Task directions:
Look over the data below and give the number of lines containing the word "later", with no other words.

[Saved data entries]
────────────────────
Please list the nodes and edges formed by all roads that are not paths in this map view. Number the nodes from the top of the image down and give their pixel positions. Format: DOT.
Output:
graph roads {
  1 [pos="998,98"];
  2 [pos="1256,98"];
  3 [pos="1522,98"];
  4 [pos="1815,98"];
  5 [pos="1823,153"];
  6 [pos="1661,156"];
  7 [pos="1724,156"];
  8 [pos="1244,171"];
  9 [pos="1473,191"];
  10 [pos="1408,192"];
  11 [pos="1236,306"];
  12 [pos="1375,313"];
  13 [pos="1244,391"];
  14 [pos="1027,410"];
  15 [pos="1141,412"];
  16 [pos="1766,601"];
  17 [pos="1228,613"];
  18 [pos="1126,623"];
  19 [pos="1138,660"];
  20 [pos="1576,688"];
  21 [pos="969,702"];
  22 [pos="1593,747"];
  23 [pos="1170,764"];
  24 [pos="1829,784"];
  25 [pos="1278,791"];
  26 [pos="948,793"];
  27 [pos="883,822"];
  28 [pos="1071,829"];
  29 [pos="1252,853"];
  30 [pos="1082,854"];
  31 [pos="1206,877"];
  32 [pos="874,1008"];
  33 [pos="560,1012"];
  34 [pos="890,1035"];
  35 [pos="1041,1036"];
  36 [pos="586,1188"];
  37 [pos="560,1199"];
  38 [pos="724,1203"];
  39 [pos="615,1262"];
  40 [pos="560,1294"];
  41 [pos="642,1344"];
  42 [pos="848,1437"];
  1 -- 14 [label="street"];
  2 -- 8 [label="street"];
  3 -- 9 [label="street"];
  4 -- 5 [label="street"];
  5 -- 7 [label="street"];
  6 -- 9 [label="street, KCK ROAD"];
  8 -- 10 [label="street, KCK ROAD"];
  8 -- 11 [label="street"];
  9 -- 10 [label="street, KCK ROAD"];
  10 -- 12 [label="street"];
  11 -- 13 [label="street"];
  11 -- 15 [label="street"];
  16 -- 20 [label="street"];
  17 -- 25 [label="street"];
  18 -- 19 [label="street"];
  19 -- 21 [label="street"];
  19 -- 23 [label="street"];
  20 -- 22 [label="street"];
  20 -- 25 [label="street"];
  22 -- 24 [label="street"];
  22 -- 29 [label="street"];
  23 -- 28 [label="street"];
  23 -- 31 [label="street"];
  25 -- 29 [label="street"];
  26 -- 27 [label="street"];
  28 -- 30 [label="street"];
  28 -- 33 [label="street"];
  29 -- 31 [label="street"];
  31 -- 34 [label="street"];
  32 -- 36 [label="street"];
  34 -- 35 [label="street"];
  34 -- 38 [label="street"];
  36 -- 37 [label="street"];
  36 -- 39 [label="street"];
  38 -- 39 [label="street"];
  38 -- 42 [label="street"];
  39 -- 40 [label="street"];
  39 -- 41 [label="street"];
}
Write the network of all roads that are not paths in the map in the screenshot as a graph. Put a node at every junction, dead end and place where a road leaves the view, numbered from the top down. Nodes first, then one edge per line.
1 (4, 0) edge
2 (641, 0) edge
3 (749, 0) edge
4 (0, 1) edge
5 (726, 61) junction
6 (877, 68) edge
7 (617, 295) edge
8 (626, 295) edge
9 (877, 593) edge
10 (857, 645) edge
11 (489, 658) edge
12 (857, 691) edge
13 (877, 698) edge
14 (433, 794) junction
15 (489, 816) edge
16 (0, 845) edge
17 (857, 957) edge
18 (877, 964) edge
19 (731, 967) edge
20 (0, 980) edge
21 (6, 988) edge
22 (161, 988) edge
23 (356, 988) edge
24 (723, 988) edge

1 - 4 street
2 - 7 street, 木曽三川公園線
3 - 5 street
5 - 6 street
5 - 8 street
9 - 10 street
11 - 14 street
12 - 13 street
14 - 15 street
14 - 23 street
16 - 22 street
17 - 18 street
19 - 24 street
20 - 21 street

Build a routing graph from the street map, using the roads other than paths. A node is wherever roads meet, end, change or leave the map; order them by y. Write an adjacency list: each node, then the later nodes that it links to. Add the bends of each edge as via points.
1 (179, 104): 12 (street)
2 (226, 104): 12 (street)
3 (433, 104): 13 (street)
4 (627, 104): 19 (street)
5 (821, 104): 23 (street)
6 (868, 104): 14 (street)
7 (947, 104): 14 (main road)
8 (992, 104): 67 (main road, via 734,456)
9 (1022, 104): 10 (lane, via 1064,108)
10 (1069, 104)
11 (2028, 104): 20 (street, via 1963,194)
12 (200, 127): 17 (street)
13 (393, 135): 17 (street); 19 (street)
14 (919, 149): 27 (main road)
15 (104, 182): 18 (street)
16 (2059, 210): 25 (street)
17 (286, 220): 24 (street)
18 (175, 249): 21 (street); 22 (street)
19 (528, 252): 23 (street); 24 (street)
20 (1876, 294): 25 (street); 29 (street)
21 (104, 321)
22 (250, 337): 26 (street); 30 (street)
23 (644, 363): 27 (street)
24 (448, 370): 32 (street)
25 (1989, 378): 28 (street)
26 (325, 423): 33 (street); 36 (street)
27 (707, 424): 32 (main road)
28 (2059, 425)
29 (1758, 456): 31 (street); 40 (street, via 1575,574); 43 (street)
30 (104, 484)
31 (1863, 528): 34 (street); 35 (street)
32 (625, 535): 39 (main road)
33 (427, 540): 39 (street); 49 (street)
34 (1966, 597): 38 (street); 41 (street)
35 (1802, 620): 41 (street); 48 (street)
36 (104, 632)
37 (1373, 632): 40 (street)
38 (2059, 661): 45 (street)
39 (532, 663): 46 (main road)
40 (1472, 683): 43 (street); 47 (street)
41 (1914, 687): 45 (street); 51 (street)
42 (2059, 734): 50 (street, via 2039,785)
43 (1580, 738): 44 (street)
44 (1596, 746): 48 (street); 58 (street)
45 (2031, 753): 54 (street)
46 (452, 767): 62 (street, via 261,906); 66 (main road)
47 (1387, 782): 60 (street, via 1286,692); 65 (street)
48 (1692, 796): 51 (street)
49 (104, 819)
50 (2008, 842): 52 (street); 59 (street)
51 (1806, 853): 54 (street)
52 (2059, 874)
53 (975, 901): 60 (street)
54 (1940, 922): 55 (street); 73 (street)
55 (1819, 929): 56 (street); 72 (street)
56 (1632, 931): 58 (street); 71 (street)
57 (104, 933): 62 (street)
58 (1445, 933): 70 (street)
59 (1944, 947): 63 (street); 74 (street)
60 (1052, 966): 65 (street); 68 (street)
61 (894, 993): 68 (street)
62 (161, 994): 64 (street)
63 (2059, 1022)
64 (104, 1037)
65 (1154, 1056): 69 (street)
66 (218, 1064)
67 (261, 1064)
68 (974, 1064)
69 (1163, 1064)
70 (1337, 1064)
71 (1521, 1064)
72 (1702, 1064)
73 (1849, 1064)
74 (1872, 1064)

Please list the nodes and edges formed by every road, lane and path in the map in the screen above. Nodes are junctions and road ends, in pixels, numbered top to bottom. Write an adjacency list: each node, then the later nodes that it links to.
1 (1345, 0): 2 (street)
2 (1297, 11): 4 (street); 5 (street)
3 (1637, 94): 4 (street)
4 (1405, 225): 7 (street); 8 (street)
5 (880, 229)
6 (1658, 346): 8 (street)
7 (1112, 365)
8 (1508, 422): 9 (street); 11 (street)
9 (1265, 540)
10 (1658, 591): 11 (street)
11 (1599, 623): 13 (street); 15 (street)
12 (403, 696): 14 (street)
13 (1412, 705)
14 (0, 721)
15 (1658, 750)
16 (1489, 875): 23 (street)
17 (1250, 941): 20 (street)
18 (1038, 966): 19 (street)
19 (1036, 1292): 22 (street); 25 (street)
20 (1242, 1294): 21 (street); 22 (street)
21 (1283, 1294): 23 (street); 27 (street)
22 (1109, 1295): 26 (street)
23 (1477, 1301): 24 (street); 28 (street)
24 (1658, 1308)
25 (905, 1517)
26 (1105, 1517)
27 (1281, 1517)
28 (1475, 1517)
────────────────────
Output for this exercise:
2